Imunologista Maria de Sousa homenageada nos 40 anos da sua descoberta mais importante
O seu trabalho
sobre a distribuição dos linfócitos T nos mamíferos ainda hoje influencia os especialistas
Manuel Assunção
Em 1966, Maria de Sousa desempenhou um papel decisivo numa descoberta que se revelou fundamental para as áreas da imunologia e da patologia, referente à distribuição de linfócitos T nos órgãos linfóides dos mamíferos. Ontem, na passagem do 40.º aniversário sobre essa descoberta, a cientista portuguesa foi homenageada durante um simpósio no Instituto de Biologia Molecular e Celular (IBMC) da Universidade do Porto. "A descoberta teve um impacto enorme a nível internacional, suficiente para continuar a ser estudado geração após geração. E conseguiu estimular uma série de gente para trabalhar nessa área", sublinhou Alexandre Quintanilha, director do IBMC.
O trabalho foi publicado em dois artigos - o primeiro teve já 574 citações e o segundo 94. A descoberta propriamente dita foi a de que linfócitos (um tipo de glóbulos brancos do sistema imunitário) diferentes têm áreas de localização diferentes nos gânglios linfáticos.

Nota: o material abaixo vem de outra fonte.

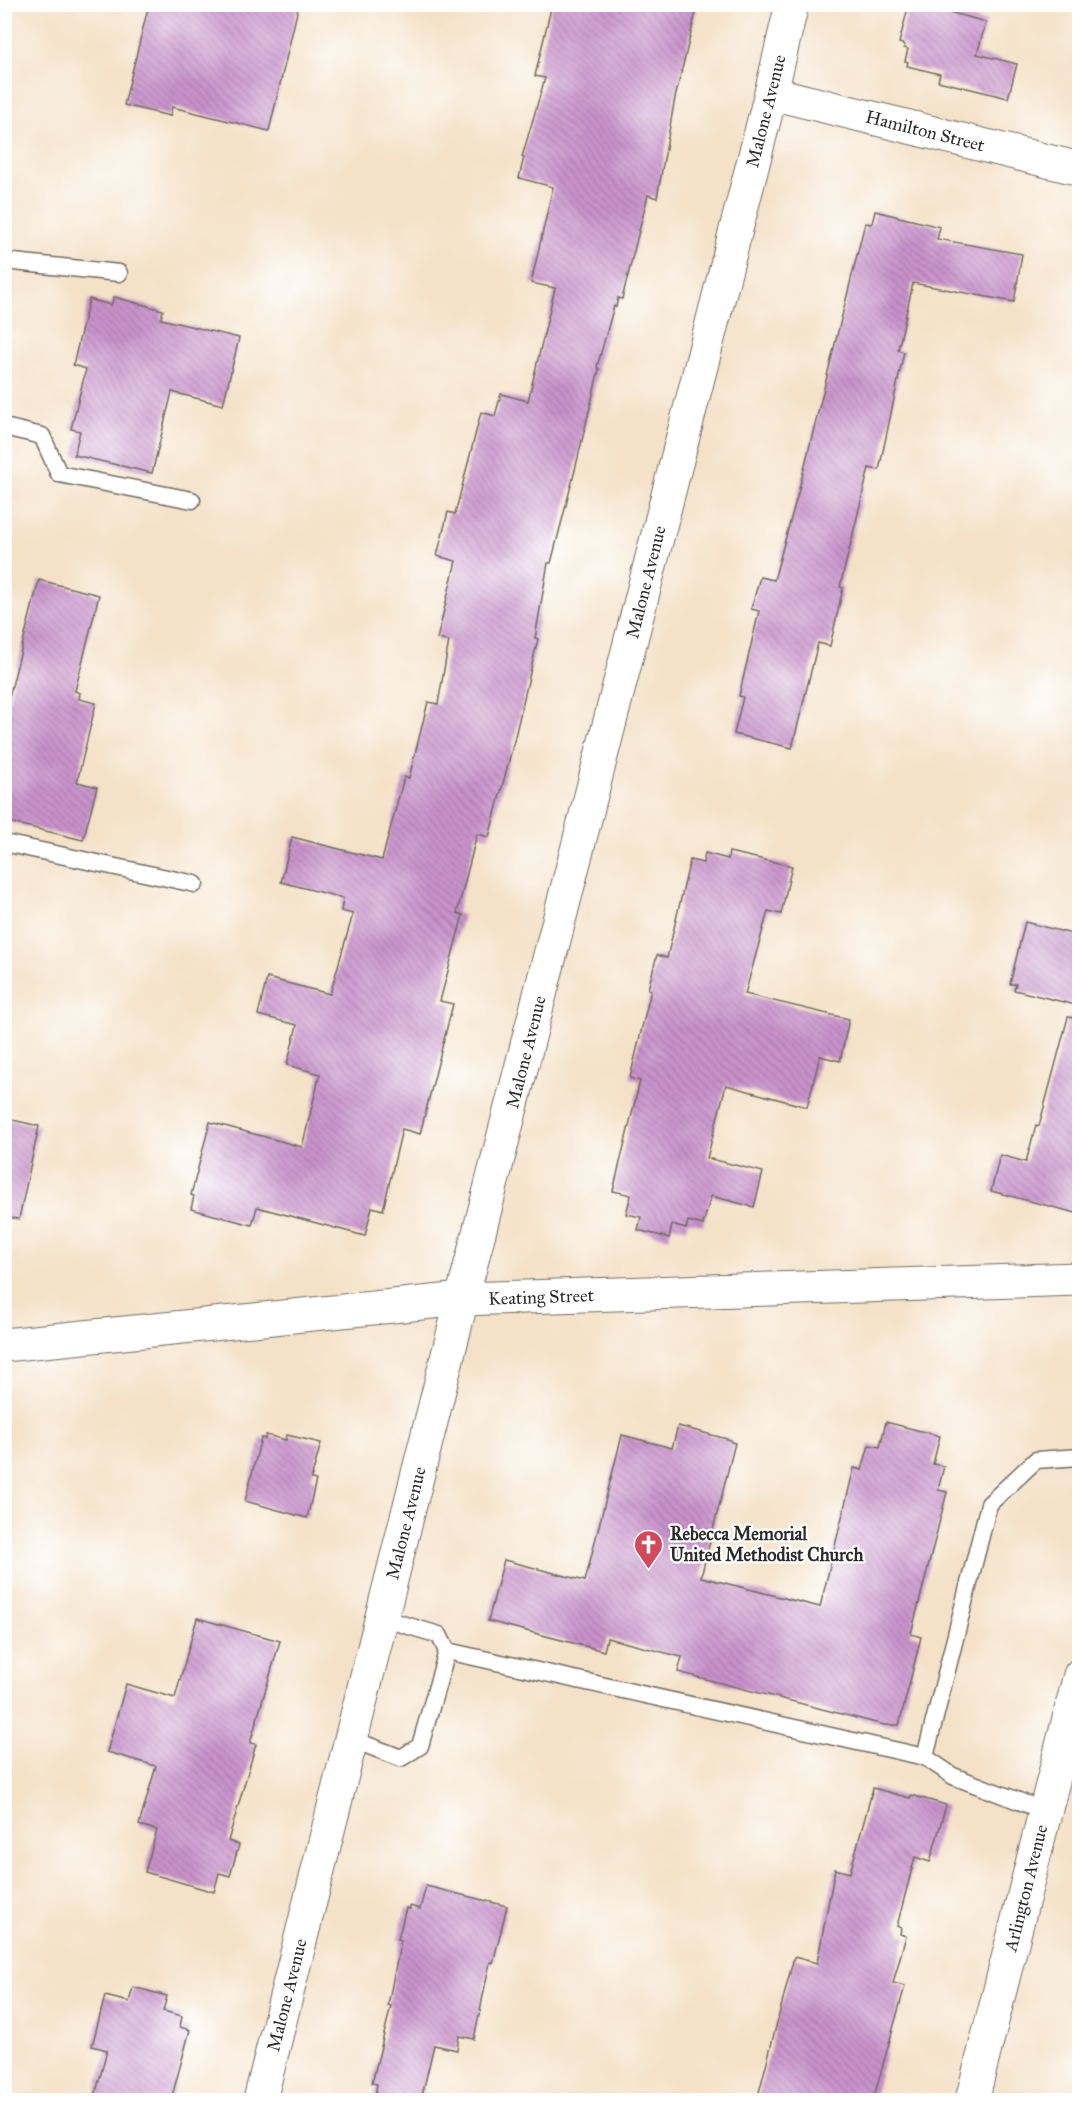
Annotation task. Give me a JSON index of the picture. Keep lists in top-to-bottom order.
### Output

Foi realizada quando Maria Ângela de Sousa (nascida em Lisboa, a 17 de Outubro de 1939) integrava os Laboratórios de Biologia Experimental em Mill Hill, em Londres, sob a direcção de Delphine Parrott.

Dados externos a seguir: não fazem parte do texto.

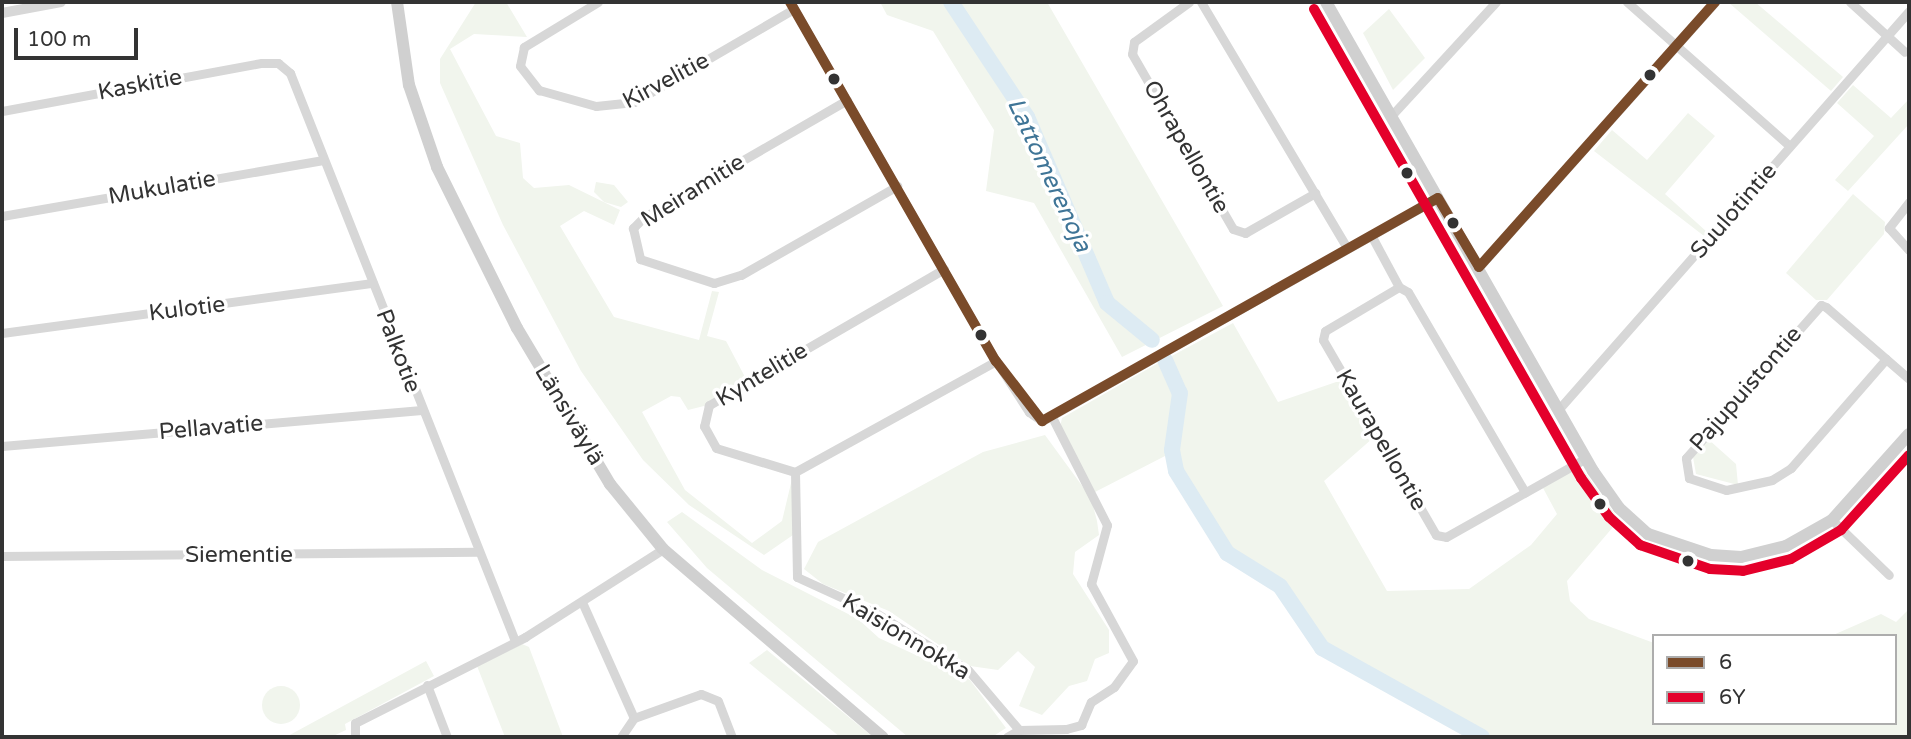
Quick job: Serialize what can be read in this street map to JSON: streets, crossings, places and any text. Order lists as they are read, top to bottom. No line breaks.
{"streets":{"main road":["Länsiväylä"],"street":["Kirvelitie","Kaskitie","Ohrapellontie","Mukulatie","Meiramitie","Suulotintie","Kulotie","Palkotie","Kyntelitie","Pajupuistontie","Pellavatie","Kaurapellontie","Siementie","Kaisionnokka"]},"crossings":[["Kaskitie","Palkotie"],["Mukulatie","Palkotie"],["Kulotie","Palkotie"],["Palkotie","Pellavatie"],["Palkotie","Siementie"],["Kyntelitie","Kaisionnokka"]],"water":["Lattomerenoja"],"lines":["transit line 6","transit line 6Y"],"legend":["6","6Y"],"scale_bar":"100 m"}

A carreira de um dos grandes nomes da ciência portuguesa foi, a propósito, cumprida em grande parte no estrangeiro. Formada pela Faculdade de Medicina de Lisboa, foi depois leitora de imunologia na Universidade de Glasgow (Escócia), onde também se doutorou. É membro associado do Instituto de Investigação do Cancro Sloan Kettering, e professora associada na Cornell Medical School , ambos em Nova Iorque. É fellow do Royal College of Pathologists (Reino Unido), entre outras funções desempenhadas nos EUA e na Europa.
"Na altura, seria impossível conseguir aquela descoberta em Portugal", assumiu Maria de Sousa ao PÚBLICO. De então para cá, houve uma "modificação impressionante" na ciência no país, comentou.
Depois de regressar a Portugal, a meio da década de 80, tornou-se numa figura decisiva, como investigadora e também no papel de membro e conselheira da Junta Nacional de Investigação Científica e Tecnológica (o organismo financiador entretanto substituído pela Fundação para a Ciência a Tecnologia).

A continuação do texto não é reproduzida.